- Problem description
Note every line in the entries that contains the string "East", and copy it.

- Material for this exercise
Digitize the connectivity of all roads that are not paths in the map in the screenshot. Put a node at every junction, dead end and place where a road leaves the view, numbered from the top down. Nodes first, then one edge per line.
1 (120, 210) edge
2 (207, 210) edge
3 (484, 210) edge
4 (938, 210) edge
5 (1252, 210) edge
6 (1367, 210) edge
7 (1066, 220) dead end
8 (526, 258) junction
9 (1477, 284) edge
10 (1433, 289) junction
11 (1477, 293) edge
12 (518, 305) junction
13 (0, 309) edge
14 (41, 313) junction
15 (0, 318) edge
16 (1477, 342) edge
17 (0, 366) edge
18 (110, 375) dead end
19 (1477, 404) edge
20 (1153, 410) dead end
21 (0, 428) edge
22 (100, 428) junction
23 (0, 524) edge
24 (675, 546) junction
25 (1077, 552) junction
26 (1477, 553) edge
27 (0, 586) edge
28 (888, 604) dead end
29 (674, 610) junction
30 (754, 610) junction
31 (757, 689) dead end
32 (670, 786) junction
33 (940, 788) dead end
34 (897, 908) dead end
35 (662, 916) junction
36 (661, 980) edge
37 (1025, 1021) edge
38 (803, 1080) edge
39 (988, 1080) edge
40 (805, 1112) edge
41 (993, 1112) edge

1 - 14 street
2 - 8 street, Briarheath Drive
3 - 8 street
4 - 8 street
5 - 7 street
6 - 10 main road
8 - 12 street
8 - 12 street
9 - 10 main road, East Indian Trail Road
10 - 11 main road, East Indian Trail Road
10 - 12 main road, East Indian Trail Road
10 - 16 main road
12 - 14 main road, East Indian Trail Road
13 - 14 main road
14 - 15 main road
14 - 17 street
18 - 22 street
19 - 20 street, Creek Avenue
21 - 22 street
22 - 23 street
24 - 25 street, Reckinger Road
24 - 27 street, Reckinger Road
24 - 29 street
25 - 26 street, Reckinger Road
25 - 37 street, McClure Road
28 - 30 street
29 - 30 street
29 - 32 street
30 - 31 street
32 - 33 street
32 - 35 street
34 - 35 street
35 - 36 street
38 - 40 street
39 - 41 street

...

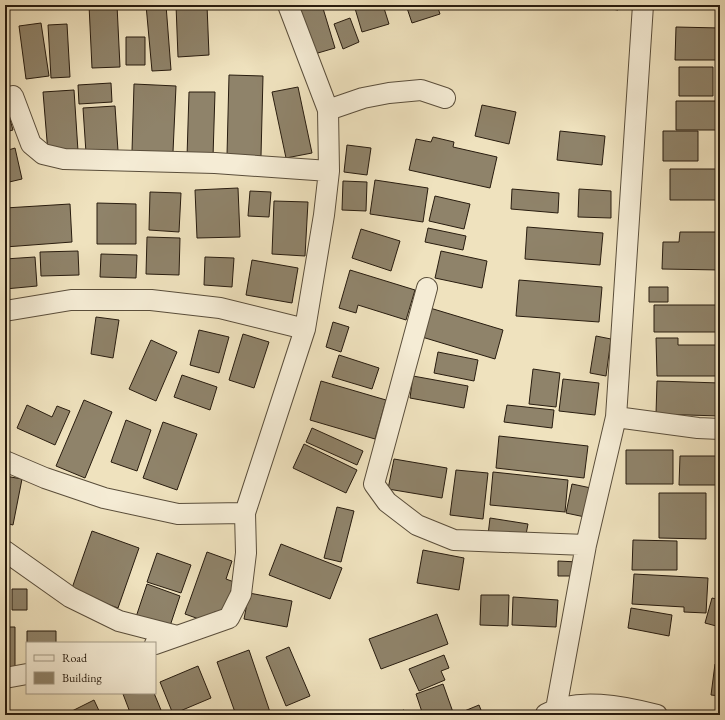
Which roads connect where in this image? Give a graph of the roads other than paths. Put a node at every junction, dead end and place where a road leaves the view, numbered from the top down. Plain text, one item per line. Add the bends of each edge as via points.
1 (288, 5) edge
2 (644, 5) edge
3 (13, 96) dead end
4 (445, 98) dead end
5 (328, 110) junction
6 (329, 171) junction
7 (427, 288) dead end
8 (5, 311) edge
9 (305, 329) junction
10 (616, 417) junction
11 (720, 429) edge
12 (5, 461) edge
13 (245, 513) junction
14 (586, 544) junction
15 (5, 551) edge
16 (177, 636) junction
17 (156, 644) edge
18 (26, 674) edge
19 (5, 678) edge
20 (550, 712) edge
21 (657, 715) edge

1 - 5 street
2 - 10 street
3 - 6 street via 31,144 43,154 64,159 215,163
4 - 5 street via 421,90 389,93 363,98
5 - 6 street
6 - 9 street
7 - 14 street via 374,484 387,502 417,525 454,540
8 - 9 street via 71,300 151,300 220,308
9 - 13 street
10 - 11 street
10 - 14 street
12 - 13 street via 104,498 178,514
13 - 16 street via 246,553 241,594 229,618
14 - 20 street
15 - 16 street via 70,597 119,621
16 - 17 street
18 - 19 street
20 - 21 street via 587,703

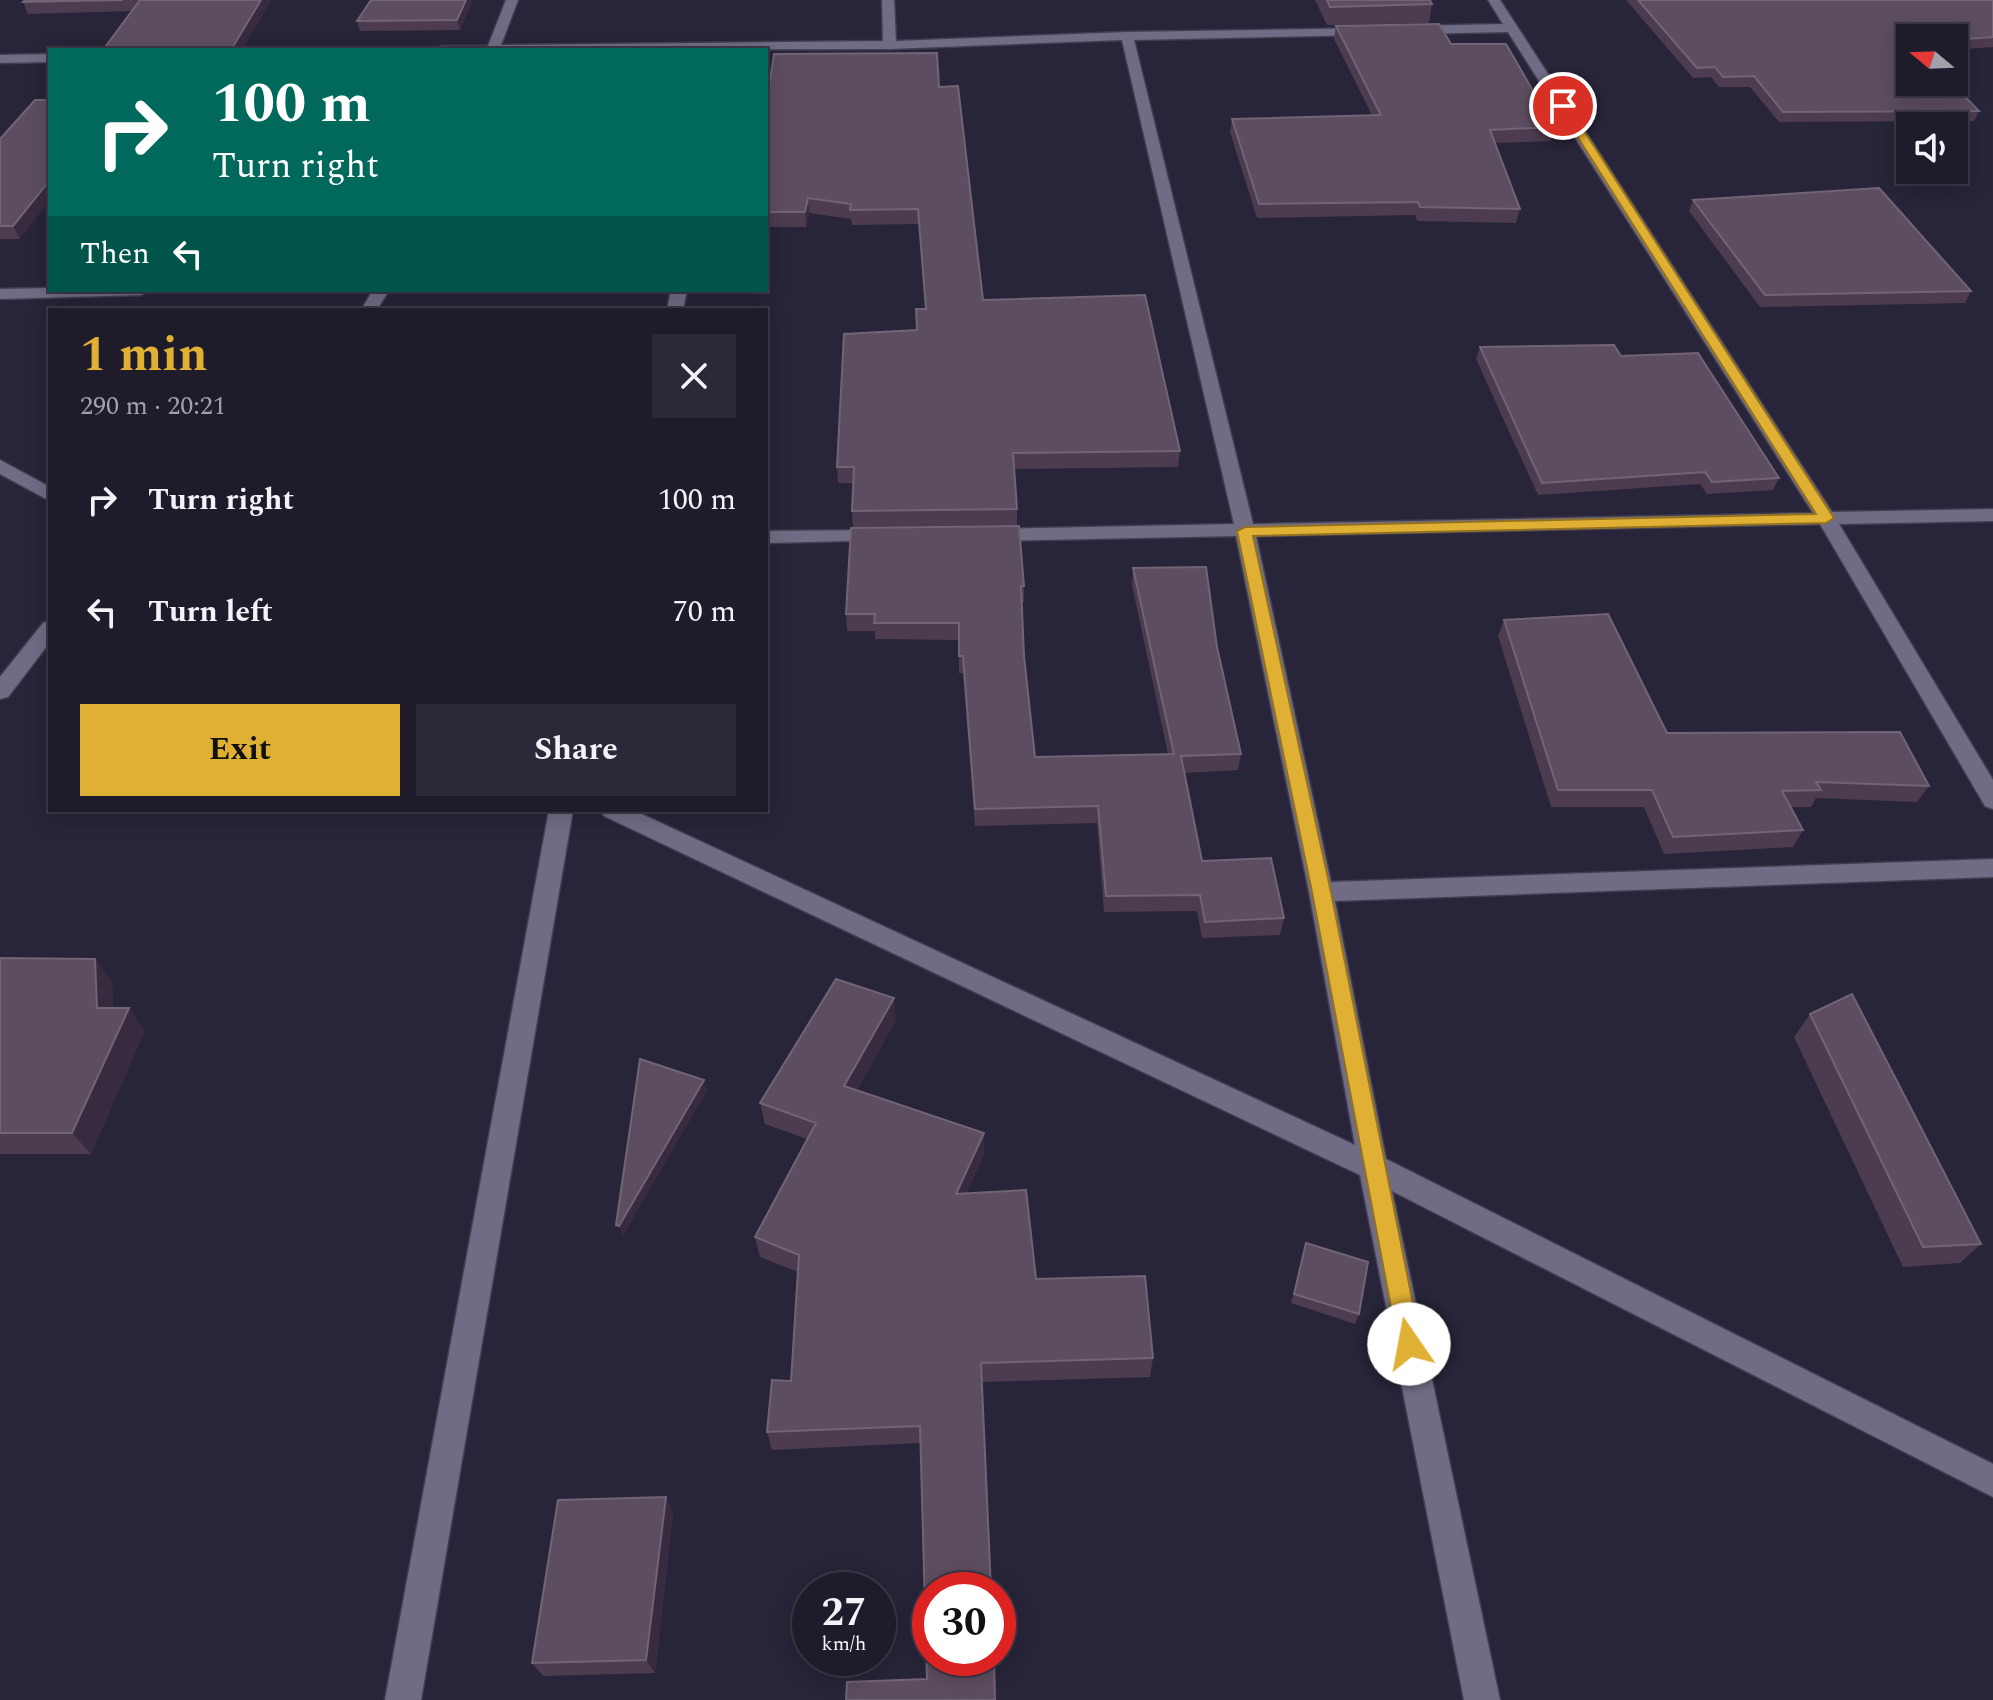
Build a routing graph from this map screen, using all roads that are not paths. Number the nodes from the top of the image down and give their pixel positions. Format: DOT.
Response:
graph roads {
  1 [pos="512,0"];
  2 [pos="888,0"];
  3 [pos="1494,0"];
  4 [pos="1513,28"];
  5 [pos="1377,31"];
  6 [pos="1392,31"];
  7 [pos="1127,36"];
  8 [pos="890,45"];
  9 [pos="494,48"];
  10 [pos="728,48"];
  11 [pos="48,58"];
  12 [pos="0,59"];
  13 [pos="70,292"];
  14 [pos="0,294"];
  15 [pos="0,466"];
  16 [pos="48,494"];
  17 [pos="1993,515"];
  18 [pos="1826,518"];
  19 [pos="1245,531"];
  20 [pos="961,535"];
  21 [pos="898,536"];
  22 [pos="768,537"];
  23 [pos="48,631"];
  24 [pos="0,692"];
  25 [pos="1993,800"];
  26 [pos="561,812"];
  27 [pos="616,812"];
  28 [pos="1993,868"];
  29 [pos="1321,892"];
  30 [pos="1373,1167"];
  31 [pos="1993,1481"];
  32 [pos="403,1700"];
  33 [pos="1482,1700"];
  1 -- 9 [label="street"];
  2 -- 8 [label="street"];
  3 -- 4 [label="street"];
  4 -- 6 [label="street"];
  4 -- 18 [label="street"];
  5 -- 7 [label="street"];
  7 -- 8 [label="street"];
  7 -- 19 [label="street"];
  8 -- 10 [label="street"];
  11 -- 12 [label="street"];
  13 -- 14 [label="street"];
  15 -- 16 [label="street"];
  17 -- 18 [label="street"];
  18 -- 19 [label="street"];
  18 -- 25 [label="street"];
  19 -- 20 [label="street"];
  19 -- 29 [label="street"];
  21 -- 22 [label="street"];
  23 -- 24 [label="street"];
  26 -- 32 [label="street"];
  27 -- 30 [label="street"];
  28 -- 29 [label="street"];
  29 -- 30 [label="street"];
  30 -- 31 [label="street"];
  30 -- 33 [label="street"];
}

- Result below
9 - 10 main road, East Indian Trail Road
10 - 11 main road, East Indian Trail Road
10 - 12 main road, East Indian Trail Road
12 - 14 main road, East Indian Trail Road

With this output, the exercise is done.